This module includes comprehensive Code Samples with interactive Jupyter notebooks, complete Python scripts, and advanced examples. The code samples are designed to complement this documentation with practical, runnable examples you can use immediately.

⚠️ IMPORTANT: Run Prerequisites Setup First!

Before using any examples, run the Prerequisites Setup to configure your environment and create sample indexes.

Quick Start Options:

  1. 🔧 Prerequisites Setup: Run setup_prerequisites.py - REQUIRED FIRST STEP
  2. 📓 Interactive Learning: Jupyter Notebook with step-by-step examples
  3. 🐍 Python Examples: Complete Python Scripts with all index operations
  4. 🔷 C# Examples: .NET Implementation for enterprise applications
  5. 🟨 JavaScript Examples: Node.js/Browser Code for web integration
  6. 🌐 REST API Examples: Direct HTTP Calls for any language

Learning Objectives

By completing this module, you will be able to:

  • Create and configure search indexes using the Azure AI Search Python SDK
  • Design effective index schemas with appropriate field types and attributes
  • Implement data ingestion strategies for different data sources
  • Manage index lifecycle operations (create, update, delete, rebuild)
  • Handle index versioning and schema evolution
  • Optimize index performance and storage
  • Troubleshoot common index management issues
  • Apply best practices for production index management

Prerequisites

Before starting with index management, you need to complete the setup process and have a solid understanding of basic search operations.

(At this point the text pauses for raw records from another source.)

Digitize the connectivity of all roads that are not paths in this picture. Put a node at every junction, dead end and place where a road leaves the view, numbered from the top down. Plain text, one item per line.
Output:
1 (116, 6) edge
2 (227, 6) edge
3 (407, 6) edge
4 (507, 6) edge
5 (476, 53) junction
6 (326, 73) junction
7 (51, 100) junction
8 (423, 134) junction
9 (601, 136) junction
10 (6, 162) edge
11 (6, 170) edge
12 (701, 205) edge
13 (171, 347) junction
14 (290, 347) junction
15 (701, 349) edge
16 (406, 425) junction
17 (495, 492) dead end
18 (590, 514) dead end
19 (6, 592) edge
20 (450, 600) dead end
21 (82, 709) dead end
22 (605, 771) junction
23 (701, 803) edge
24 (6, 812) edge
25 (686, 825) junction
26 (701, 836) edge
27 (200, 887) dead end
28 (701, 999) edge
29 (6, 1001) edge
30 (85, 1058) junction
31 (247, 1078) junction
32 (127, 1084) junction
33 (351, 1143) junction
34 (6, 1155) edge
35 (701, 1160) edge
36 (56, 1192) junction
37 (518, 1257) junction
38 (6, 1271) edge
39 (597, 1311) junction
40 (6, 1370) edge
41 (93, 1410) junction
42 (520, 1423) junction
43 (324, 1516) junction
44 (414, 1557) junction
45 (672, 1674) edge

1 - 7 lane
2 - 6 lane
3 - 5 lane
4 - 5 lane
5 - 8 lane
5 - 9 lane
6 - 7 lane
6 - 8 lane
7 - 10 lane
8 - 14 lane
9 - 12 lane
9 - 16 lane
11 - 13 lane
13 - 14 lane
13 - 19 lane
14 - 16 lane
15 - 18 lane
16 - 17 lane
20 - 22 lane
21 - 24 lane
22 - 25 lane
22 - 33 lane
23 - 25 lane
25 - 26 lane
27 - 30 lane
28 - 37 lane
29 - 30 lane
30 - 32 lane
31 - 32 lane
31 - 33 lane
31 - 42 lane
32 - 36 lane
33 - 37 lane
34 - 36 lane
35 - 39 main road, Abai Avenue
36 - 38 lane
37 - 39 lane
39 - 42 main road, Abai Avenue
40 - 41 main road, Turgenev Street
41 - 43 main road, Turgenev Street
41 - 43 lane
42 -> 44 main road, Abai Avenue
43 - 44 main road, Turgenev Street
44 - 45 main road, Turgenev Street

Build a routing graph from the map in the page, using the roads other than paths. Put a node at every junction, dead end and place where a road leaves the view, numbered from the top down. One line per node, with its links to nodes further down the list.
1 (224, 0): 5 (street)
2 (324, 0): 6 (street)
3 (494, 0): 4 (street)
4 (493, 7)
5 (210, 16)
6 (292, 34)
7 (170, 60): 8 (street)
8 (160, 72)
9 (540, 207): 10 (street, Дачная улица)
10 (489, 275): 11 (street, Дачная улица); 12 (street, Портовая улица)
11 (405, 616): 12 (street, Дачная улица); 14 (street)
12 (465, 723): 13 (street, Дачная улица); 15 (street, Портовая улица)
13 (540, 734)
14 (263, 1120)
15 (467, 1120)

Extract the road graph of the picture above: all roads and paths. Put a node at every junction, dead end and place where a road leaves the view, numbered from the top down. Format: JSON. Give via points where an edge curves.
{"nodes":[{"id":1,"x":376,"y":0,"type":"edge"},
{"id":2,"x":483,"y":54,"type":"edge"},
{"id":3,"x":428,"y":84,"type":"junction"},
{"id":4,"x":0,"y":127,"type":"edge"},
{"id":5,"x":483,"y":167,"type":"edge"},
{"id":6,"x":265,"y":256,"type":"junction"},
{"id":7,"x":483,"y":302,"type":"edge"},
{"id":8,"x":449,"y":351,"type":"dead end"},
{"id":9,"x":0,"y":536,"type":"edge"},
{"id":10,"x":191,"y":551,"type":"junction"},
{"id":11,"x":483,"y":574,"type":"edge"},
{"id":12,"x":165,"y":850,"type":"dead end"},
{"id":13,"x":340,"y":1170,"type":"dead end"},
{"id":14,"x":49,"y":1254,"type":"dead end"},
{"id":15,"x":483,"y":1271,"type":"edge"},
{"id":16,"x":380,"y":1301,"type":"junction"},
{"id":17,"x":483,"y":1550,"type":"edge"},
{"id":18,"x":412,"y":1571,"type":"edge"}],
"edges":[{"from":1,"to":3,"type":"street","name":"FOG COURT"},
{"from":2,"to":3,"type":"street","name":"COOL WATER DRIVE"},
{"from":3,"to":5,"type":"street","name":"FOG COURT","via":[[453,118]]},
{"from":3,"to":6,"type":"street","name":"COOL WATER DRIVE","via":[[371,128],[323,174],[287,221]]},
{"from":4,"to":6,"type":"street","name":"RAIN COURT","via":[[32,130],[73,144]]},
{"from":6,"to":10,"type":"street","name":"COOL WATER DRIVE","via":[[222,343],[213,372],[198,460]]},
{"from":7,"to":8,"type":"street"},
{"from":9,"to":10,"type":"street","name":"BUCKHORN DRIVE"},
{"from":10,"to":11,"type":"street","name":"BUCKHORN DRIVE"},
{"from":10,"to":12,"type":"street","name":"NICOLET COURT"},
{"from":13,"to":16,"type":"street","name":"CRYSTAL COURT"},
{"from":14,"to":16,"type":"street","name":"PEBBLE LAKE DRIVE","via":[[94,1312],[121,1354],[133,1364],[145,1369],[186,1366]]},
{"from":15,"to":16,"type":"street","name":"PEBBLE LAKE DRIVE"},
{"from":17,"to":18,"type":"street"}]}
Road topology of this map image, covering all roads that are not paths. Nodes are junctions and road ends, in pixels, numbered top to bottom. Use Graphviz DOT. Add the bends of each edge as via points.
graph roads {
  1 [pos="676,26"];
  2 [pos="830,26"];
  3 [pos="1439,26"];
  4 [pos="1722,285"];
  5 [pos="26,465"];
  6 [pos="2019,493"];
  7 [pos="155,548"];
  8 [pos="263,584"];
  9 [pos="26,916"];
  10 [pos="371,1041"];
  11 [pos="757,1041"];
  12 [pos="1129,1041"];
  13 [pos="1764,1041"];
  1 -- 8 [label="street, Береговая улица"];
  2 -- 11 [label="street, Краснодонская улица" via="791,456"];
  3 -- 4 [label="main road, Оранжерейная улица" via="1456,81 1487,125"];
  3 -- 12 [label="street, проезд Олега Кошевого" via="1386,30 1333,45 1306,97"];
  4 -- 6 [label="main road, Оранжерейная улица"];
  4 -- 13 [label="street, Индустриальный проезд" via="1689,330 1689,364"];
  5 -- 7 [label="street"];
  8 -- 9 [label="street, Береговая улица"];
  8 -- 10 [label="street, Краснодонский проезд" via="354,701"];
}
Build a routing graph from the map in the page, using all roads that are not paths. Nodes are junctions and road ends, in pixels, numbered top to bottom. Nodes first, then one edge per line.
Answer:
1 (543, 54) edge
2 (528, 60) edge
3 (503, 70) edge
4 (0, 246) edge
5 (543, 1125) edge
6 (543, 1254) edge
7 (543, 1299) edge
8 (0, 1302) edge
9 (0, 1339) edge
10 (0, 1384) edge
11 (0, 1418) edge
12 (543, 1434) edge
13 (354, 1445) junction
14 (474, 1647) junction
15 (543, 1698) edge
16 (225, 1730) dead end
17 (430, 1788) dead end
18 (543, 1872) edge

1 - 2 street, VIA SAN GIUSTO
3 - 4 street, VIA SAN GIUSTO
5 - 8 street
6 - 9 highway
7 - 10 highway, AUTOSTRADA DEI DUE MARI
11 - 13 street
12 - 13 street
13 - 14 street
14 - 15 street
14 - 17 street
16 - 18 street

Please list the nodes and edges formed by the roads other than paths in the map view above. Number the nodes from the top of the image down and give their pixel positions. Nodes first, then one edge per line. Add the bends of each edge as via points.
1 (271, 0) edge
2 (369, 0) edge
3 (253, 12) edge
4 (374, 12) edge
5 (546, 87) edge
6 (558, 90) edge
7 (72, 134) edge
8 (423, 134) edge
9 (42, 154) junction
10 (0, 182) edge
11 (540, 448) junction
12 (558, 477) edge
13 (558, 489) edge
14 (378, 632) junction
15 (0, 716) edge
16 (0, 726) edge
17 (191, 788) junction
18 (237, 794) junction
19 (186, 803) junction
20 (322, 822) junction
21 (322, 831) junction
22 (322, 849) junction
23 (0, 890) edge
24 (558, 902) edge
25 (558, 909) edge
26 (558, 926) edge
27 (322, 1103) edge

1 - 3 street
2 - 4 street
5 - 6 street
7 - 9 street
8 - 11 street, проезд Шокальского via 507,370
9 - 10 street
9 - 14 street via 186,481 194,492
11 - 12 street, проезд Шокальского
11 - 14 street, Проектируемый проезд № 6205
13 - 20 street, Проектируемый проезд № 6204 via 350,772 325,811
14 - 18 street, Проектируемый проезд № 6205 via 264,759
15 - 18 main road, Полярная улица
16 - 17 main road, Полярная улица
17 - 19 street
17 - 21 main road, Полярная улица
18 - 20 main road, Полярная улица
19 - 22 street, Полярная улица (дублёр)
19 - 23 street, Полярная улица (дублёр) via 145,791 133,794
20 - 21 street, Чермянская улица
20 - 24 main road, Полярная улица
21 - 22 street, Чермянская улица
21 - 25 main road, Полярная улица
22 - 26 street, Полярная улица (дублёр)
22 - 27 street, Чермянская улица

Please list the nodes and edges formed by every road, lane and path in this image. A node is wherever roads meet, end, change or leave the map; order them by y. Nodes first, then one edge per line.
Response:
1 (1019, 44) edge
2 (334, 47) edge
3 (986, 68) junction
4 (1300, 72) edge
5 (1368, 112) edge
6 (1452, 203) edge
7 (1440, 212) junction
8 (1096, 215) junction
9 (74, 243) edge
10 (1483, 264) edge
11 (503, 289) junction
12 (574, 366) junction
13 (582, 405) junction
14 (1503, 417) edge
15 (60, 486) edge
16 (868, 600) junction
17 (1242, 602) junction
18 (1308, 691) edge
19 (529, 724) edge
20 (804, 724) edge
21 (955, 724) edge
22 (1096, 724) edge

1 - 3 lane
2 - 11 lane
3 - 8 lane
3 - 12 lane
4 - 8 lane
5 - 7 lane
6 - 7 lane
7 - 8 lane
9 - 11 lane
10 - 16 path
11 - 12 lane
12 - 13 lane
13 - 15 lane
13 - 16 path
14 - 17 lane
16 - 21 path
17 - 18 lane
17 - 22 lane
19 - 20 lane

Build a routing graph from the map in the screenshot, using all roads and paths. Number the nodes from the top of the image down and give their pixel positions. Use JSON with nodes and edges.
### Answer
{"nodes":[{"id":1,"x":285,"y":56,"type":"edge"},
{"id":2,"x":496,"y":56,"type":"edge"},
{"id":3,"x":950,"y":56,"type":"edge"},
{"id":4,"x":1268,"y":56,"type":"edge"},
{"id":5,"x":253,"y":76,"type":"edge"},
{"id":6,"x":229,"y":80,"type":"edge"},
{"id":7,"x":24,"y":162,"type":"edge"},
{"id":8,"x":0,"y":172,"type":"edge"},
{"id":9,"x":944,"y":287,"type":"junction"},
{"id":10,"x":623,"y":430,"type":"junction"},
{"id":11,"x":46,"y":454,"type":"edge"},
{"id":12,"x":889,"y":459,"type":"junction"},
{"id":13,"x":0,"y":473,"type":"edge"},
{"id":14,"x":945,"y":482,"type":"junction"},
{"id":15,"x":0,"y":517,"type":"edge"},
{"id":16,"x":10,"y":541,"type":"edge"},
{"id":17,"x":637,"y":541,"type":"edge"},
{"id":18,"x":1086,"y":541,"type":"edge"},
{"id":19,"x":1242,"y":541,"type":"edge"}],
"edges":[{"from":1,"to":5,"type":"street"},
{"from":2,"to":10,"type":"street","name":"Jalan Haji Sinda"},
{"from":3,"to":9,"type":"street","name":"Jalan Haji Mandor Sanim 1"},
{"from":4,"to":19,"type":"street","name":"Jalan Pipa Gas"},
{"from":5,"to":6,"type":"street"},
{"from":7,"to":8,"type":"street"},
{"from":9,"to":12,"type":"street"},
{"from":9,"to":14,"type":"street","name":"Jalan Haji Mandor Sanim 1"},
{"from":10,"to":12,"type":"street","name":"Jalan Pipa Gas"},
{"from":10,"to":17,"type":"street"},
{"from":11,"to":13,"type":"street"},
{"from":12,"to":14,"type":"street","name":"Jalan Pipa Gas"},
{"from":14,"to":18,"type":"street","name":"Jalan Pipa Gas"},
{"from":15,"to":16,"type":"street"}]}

📋 Complete Prerequisites Setup →

The prerequisites setup includes: - ✅ Environment Configuration - Azure service and API keys - ✅ Development Setup - Required packages and tools
- ✅ Sample Index Creation - Practice indexes for learning - ✅ Functionality Testing - All index operations verified

⚠️ CRITICAL: You must complete the Prerequisites Setup before attempting any examples in this module!

Index Fundamentals

What is a Search Index?

A search index in Azure AI Search is a persistent collection of documents that enables fast, full-text search operations. Think of it as a specialized database optimized for search rather than transactional operations.

Key Index Components

Every search index consists of:

  1. Schema Definition: The structure defining fields, data types, and attributes
  2. Documents: The actual data stored in the index
  3. Analyzers: Text processing rules for searchable fields
  4. Scoring Profiles: Custom relevance scoring configurations
  5. CORS Options: Cross-origin resource sharing settings
  6. Encryption Keys: Customer-managed encryption (optional)

Index vs Database Table

Aspect Search Index Database Table
Purpose Optimized for search and retrieval Optimized for transactions
Schema Flexible, search-focused fields Rigid, normalized structure
Queries Full-text search, faceting, filtering SQL queries, joins
Performance Fast search, slower writes Fast writes, variable read speed
Scaling Horizontal scaling with partitions Vertical/horizontal scaling

Creating Your First Index

Basic Index Creation

Let's start with a simple index for a blog application:

from azure.search.documents.indexes import SearchIndexClient
from azure.search.documents.indexes.models import (
    SearchIndex,
    SimpleField,
    SearchableField,
    ComplexField,
    SearchFieldDataType
)
from azure.core.credentials import AzureKeyCredential

# Initialize the index client
index_client = SearchIndexClient(
    endpoint="https://your-service.search.windows.net",
    credential=AzureKeyCredential("your-admin-api-key")
)

# Define the index schema
fields = [
    SimpleField(name="id", type=SearchFieldDataType.String, key=True),
    SearchableField(name="title", type=SearchFieldDataType.String),
    SearchableField(name="content", type=SearchFieldDataType.String),
    SimpleField(name="author", type=SearchFieldDataType.String, filterable=True),
    SimpleField(name="publishedDate", type=SearchFieldDataType.DateTimeOffset, 
                filterable=True, sortable=True),
    SimpleField(name="category", type=SearchFieldDataType.String, 
                filterable=True, facetable=True),
    SimpleField(name="tags", type=SearchFieldDataType.Collection(SearchFieldDataType.String), 
                filterable=True, facetable=True)
]

# Create the index
index = SearchIndex(name="blog-posts", fields=fields)
result = index_client.create_index(index)
print(f"Index '{result.name}' created successfully!")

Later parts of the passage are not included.